Top of INPUT DATA

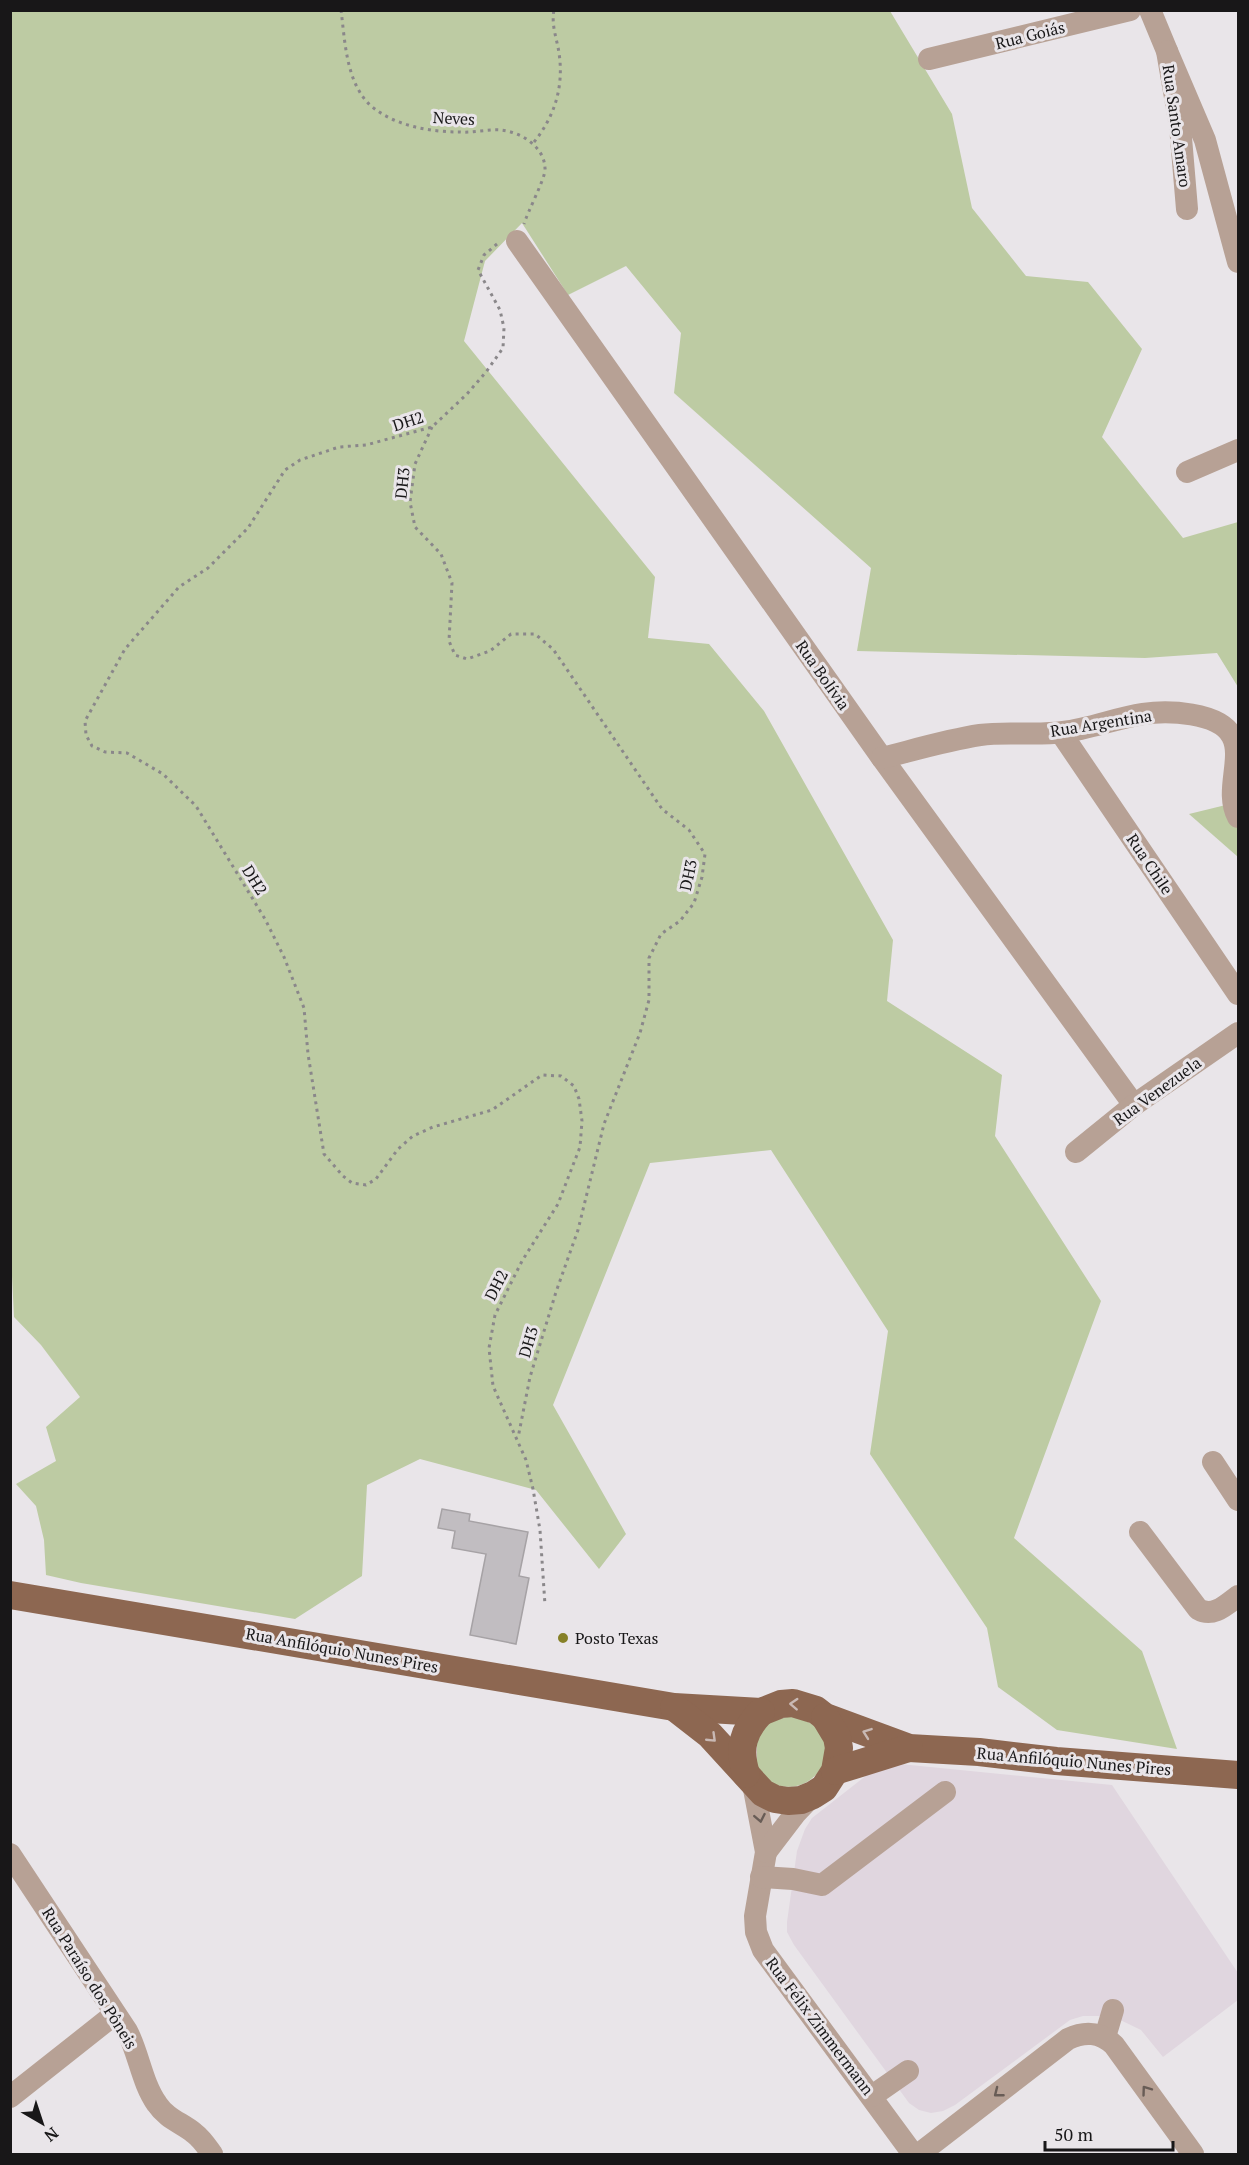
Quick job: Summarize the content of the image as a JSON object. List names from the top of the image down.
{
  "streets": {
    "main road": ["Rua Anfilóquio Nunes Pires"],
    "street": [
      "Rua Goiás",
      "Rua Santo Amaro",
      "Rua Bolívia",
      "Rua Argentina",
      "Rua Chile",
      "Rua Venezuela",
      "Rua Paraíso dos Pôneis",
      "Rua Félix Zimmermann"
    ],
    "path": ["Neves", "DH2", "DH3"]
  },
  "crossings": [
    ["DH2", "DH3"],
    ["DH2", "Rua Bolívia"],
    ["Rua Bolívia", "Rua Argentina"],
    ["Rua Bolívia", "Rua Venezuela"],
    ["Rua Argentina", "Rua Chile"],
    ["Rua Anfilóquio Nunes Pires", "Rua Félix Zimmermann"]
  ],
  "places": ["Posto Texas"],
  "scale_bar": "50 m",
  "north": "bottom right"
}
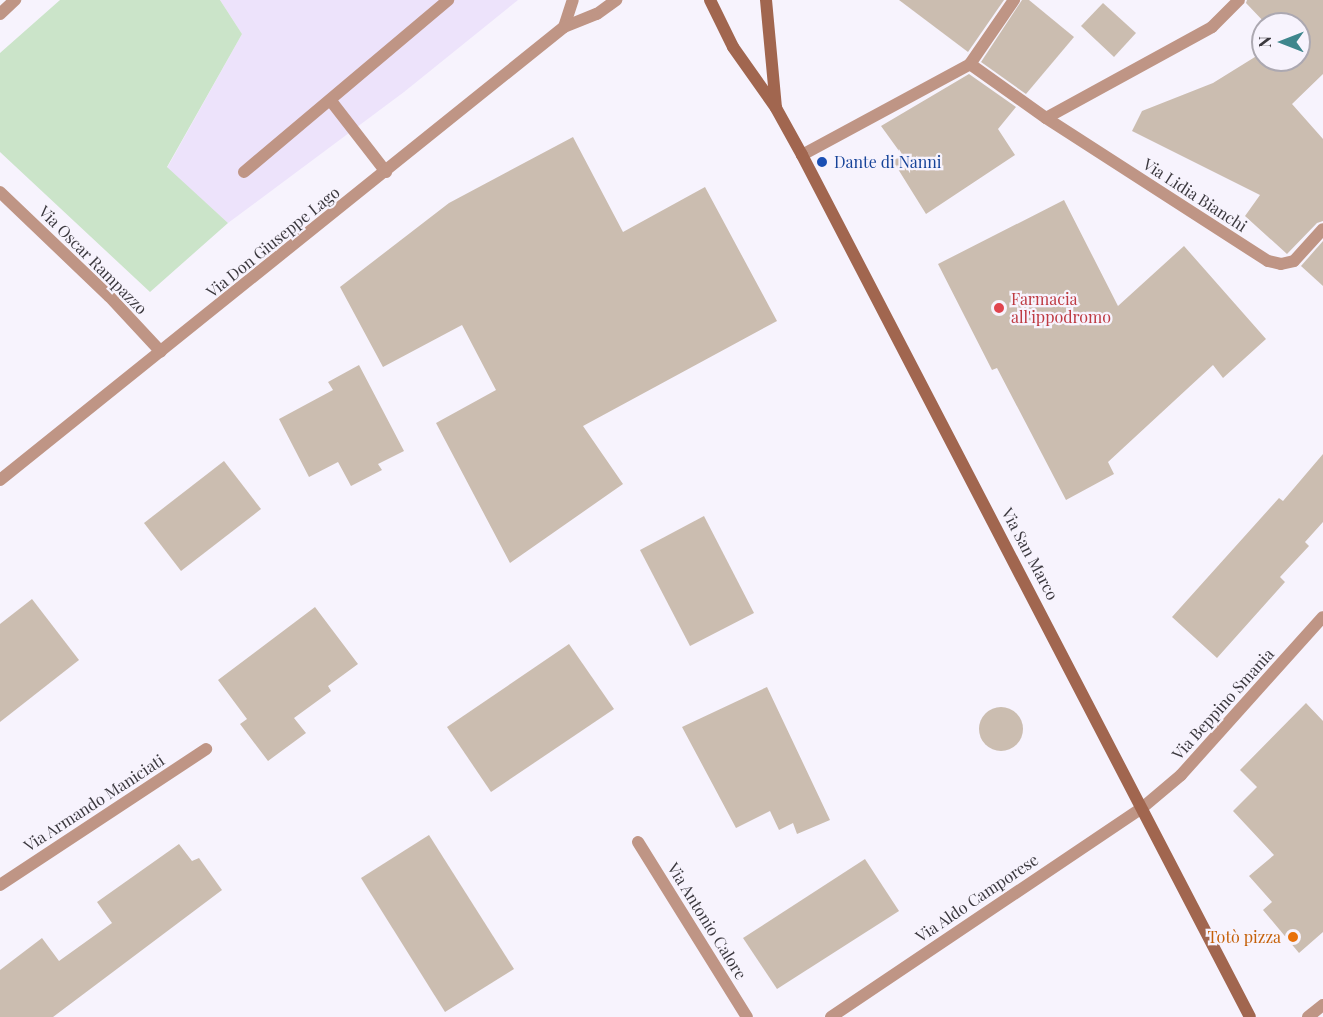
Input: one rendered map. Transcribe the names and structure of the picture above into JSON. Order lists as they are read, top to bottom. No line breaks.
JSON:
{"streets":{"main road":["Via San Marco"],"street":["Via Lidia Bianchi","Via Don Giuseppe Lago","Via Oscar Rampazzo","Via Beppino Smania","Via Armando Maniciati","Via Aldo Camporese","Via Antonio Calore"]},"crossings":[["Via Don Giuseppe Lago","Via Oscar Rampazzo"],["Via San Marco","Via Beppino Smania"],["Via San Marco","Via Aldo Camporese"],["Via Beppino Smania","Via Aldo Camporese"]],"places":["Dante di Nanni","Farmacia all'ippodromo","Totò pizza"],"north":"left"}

Bottom of INPUT DATA

REQUIRED ACTION: With the pictures omitted, restate every entry above word for word.

SOLUTION BELOW:
Quick job: Summarize the content of the image as a JSON object. List names from the top of the image down.
{
  "streets": {
    "main road": ["Rua Anfilóquio Nunes Pires"],
    "street": [
      "Rua Goiás",
      "Rua Santo Amaro",
      "Rua Bolívia",
      "Rua Argentina",
      "Rua Chile",
      "Rua Venezuela",
      "Rua Paraíso dos Pôneis",
      "Rua Félix Zimmermann"
    ],
    "path": ["Neves", "DH2", "DH3"]
  },
  "crossings": [
    ["DH2", "DH3"],
    ["DH2", "Rua Bolívia"],
    ["Rua Bolívia", "Rua Argentina"],
    ["Rua Bolívia", "Rua Venezuela"],
    ["Rua Argentina", "Rua Chile"],
    ["Rua Anfilóquio Nunes Pires", "Rua Félix Zimmermann"]
  ],
  "places": ["Posto Texas"],
  "scale_bar": "50 m",
  "north": "bottom right"
}
Input: one rendered map. Transcribe the names and structure of the picture above into JSON. Order lists as they are read, top to bottom. No line breaks.
JSON:
{"streets":{"main road":["Via San Marco"],"street":["Via Lidia Bianchi","Via Don Giuseppe Lago","Via Oscar Rampazzo","Via Beppino Smania","Via Armando Maniciati","Via Aldo Camporese","Via Antonio Calore"]},"crossings":[["Via Don Giuseppe Lago","Via Oscar Rampazzo"],["Via San Marco","Via Beppino Smania"],["Via San Marco","Via Aldo Camporese"],["Via Beppino Smania","Via Aldo Camporese"]],"places":["Dante di Nanni","Farmacia all'ippodromo","Totò pizza"],"north":"left"}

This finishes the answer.